Archaeological artifacts recovered from Khirsara (A) Mature Harappan ceramics (painted and plain) (B) Red Ware Harappan pot (C) Gold beads (D) Fish hook made of copper (E) Copper objects (F) Beads of semiprecious stones (G) Seal with bison (H) Seal bearing Harappan characters. These antiquities have been stored at the office of Excavation Branch-V, ASI, Vadodara, Gujarat, India.

https://doi.org/10.1371/journal.pone.0185684.g002

Archaeological finds from Khirsara indicate that the entire deposit belongs to a Mature Harappan phase which can be primarily divided into two sub-phases (A and B) [21]. Evidence of a protection-wall running almost parallel (~2.35 m wide) to the fortification-wall was noticed at a distance of 5.8m on the north and ~20m in the east. This indicates that the ancient inhabitants were likely concerned about the probable flood related threats from the river Khari which flows ~300m away from the mound.

Material and methods

Sampling of macrobotanical remains and their identification

Botanical remains were retrieved using water-floatation technique that relies on density differences of organic and inorganic material enhancing quantity of the botanical material in the floated portion. Soil from the cultural deposits, pits, floor and hearth was poured into the plastic tub filled with water, and the material was agitated, so that light botanical material is buoyed to the surface. The floating material was skimmed off through a 0.5mm sieve and collected in a cloth, tagged, and allowed to dry in shade. After drying the material was packed in polythene bags, with archaeological provenience for laboratory study.

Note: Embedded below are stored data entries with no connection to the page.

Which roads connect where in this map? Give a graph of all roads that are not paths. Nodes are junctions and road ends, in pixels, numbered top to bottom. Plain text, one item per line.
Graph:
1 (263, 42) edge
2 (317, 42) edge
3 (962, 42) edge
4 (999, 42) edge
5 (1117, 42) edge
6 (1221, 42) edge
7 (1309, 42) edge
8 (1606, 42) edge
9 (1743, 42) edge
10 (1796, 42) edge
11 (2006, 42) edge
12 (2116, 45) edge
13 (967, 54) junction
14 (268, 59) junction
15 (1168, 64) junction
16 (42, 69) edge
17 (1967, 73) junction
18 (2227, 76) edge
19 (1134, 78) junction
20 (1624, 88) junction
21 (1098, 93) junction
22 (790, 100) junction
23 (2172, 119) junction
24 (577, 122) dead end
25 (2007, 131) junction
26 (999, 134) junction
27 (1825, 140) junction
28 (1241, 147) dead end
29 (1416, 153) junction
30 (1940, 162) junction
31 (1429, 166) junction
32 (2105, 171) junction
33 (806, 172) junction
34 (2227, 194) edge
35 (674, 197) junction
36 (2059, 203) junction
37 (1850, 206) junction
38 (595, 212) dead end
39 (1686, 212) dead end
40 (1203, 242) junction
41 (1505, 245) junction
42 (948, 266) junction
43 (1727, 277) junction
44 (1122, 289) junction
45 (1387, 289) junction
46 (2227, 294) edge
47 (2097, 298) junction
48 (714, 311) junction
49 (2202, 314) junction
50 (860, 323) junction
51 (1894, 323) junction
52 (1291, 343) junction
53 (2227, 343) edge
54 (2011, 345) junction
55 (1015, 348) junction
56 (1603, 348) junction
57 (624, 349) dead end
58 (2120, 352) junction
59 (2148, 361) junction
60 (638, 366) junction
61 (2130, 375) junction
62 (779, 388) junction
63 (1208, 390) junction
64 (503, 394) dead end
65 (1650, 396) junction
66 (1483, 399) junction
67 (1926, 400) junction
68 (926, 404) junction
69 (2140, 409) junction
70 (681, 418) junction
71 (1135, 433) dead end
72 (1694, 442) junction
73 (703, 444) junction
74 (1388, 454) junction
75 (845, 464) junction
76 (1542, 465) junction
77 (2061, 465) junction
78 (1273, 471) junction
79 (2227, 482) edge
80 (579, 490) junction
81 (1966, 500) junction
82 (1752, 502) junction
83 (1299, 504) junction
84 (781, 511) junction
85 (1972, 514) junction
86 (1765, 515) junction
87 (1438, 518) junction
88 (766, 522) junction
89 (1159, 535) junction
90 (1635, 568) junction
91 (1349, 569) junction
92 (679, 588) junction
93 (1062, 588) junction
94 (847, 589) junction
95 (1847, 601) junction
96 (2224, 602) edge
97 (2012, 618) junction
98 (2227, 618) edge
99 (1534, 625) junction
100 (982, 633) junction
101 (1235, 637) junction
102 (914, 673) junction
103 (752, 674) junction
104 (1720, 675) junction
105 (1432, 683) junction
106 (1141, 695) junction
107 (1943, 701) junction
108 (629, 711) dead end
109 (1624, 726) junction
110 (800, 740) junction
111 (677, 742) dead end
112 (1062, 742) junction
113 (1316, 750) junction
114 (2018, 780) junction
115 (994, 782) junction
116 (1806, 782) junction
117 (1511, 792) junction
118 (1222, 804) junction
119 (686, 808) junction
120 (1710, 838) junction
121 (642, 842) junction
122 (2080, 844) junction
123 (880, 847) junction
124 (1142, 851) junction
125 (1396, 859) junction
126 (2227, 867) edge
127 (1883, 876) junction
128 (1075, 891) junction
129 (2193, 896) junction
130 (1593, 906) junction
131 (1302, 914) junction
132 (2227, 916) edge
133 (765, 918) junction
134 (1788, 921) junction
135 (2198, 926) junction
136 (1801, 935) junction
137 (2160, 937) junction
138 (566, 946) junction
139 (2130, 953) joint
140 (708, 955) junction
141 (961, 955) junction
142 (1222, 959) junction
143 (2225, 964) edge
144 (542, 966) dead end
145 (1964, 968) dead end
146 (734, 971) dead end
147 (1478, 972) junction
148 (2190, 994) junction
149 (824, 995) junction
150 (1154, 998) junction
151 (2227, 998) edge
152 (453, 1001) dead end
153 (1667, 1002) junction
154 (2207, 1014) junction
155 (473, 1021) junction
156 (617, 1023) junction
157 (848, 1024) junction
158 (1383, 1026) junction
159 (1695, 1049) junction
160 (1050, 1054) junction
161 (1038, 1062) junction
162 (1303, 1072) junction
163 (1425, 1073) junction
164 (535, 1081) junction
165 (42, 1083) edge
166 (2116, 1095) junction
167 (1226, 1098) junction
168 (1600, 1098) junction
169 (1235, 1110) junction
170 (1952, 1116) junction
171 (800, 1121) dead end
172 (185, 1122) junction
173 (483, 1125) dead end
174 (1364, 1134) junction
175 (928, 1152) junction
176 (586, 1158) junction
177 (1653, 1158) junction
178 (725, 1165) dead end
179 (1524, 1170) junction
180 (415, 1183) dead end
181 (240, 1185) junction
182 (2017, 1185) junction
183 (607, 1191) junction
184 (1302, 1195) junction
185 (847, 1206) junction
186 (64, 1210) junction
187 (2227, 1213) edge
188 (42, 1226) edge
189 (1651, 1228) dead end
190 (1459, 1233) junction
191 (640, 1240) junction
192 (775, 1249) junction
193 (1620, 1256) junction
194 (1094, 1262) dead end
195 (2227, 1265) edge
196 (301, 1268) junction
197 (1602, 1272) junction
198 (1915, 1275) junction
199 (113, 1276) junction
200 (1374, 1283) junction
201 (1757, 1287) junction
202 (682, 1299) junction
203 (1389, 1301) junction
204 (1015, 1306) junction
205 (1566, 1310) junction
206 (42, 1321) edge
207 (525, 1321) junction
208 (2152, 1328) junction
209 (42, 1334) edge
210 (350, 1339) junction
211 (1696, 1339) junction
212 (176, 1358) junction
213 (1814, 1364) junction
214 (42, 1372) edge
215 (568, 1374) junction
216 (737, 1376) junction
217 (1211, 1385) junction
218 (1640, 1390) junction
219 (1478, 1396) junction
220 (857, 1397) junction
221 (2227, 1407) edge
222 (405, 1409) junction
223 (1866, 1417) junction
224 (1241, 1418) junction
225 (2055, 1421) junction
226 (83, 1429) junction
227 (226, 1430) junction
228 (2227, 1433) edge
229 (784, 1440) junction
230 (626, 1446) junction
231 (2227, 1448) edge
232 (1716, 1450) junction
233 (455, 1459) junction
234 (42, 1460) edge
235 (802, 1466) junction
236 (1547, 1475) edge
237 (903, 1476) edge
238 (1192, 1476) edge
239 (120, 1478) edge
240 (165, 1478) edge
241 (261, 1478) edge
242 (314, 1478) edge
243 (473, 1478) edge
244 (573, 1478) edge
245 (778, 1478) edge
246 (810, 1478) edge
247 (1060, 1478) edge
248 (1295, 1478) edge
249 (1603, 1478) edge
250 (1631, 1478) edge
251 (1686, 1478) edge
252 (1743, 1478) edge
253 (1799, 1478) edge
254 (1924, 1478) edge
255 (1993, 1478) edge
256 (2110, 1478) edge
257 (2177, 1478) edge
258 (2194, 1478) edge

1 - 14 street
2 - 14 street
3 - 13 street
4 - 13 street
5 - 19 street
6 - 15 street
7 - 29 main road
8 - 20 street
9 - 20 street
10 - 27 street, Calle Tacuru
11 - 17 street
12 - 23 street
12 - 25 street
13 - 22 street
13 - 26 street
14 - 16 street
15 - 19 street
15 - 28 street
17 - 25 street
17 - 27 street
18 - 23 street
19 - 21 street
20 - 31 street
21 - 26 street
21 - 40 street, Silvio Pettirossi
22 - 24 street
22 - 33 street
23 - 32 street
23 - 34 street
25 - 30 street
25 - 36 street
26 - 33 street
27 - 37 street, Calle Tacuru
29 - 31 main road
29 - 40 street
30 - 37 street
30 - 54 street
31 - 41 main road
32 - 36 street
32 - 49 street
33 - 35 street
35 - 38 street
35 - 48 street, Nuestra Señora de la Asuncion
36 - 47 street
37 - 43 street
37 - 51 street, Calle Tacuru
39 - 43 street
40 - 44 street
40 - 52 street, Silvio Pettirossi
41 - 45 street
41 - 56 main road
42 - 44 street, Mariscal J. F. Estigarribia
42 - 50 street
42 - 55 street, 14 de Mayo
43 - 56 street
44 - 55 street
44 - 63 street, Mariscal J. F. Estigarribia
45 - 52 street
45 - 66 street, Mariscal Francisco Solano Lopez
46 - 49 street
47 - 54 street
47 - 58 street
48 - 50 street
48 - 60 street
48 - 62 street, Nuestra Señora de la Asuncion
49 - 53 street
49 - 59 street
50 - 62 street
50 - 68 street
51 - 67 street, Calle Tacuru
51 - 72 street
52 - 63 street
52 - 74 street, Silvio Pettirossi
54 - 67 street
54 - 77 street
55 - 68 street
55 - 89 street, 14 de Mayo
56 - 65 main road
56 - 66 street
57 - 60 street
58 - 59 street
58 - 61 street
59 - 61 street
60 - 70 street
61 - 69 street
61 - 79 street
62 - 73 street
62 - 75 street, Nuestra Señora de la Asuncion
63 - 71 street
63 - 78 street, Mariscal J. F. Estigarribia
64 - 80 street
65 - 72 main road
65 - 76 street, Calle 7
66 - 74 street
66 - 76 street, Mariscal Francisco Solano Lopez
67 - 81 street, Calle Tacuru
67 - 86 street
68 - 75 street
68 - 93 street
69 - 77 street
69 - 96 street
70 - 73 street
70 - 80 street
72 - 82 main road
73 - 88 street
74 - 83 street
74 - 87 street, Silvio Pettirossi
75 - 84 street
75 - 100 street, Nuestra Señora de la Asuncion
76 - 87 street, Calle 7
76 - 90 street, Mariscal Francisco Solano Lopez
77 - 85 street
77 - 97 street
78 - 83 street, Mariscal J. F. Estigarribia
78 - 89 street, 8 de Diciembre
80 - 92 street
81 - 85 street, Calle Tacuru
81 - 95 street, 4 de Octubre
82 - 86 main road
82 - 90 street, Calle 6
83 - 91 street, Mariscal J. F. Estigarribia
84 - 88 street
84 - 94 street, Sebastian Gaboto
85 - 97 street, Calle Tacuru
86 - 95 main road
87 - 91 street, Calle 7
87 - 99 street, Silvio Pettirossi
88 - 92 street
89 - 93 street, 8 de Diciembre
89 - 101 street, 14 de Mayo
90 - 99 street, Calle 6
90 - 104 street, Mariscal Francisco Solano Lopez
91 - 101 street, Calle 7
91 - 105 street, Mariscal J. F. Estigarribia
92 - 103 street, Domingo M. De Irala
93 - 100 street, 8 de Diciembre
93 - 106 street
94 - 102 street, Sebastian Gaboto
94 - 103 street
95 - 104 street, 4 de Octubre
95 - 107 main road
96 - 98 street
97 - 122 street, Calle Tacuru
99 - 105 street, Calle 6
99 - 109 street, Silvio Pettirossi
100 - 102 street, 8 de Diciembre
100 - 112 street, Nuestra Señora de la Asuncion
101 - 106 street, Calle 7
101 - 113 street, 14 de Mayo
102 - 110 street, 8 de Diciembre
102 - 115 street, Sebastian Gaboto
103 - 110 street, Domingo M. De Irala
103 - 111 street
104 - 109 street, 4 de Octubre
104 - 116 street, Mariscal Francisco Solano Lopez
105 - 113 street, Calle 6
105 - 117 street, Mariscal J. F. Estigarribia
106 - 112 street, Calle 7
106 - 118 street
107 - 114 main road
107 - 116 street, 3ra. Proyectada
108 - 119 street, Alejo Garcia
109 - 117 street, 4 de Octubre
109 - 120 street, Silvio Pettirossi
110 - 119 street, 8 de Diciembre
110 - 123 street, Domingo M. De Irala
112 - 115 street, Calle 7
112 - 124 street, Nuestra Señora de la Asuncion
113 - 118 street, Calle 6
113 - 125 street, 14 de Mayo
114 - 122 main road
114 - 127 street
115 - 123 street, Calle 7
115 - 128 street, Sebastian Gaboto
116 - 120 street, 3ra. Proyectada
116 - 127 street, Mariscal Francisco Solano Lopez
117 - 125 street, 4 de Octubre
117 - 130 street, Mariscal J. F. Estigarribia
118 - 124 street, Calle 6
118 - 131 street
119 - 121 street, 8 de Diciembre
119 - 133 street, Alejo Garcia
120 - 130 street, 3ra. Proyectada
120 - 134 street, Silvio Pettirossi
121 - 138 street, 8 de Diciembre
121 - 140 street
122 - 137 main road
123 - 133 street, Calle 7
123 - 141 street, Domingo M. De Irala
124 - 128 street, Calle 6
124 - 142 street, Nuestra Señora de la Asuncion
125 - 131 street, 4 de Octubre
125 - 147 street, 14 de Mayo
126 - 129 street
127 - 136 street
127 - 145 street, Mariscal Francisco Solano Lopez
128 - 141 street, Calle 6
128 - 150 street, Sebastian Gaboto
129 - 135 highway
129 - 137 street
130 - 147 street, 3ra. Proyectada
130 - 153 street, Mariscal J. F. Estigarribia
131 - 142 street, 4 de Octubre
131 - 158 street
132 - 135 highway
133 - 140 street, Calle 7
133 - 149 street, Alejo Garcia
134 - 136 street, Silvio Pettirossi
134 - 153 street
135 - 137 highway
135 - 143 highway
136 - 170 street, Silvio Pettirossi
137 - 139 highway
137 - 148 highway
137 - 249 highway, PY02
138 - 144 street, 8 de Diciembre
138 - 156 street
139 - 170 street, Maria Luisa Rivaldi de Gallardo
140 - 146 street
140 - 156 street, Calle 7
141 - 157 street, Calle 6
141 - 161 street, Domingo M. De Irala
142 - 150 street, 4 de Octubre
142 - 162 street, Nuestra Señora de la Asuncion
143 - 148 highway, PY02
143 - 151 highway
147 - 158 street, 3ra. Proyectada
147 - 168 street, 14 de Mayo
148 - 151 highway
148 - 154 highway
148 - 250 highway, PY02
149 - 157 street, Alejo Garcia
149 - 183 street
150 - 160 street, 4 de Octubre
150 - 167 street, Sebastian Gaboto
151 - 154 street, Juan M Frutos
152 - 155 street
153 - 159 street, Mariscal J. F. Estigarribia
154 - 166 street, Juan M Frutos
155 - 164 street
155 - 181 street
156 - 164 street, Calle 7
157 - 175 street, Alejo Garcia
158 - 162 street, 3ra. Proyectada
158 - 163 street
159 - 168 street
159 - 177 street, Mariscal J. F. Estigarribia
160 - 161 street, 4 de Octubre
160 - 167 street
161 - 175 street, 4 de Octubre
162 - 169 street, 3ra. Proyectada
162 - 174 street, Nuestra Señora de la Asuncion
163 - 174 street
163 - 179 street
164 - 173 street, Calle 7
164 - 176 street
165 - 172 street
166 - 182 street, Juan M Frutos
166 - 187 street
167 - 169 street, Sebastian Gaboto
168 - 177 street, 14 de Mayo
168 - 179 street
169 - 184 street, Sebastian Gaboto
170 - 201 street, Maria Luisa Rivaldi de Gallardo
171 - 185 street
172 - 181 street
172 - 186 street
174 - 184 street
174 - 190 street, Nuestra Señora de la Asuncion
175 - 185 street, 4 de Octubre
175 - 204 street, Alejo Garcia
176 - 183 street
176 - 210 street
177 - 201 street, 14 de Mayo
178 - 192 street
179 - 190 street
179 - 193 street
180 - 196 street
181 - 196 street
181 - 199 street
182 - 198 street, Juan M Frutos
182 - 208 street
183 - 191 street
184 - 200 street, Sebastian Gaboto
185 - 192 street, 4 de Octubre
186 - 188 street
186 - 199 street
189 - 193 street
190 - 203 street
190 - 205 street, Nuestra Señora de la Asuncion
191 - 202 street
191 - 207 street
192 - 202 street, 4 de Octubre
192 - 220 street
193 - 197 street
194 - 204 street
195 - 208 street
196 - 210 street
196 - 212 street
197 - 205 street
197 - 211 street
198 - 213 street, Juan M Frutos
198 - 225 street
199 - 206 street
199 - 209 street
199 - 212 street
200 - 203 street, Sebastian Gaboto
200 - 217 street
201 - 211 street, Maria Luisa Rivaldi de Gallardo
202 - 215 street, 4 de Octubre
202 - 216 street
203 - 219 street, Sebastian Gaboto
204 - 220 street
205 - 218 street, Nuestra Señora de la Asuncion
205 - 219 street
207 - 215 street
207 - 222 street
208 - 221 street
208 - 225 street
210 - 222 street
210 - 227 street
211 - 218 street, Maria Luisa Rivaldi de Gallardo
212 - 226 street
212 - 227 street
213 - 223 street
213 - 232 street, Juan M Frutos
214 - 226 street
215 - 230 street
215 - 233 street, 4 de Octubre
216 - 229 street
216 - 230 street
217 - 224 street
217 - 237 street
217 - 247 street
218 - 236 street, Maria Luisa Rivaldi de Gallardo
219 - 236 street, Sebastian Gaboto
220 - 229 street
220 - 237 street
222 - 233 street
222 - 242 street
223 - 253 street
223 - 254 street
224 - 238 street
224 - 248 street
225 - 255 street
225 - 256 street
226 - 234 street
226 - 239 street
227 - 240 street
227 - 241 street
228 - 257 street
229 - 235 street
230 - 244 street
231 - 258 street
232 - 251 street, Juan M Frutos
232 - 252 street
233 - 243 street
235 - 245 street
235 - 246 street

The samples comprising carbonized botanical remains were examined under stereo-binocular microscope (Leica Z6APO®). Grains, seeds, and fruits were then separated out and kept in vials for photo-documentation and measurements. Botanical remains were found in utterly fragile, highly burnt and damaged state of preservation. The Identification of carbonized grains/seeds is based on morphological details preserved in them [33, 34] (Fig 3). A total of 1269 plant remains of both cultivated and wild species were recovered from 69 samples, collected through floatation of ~6600 litre of sediment randomly from all over the site. Absolute count of plant taxa, ubiquity and diversity index (Shannon-Weaver Index) are given in Table 1.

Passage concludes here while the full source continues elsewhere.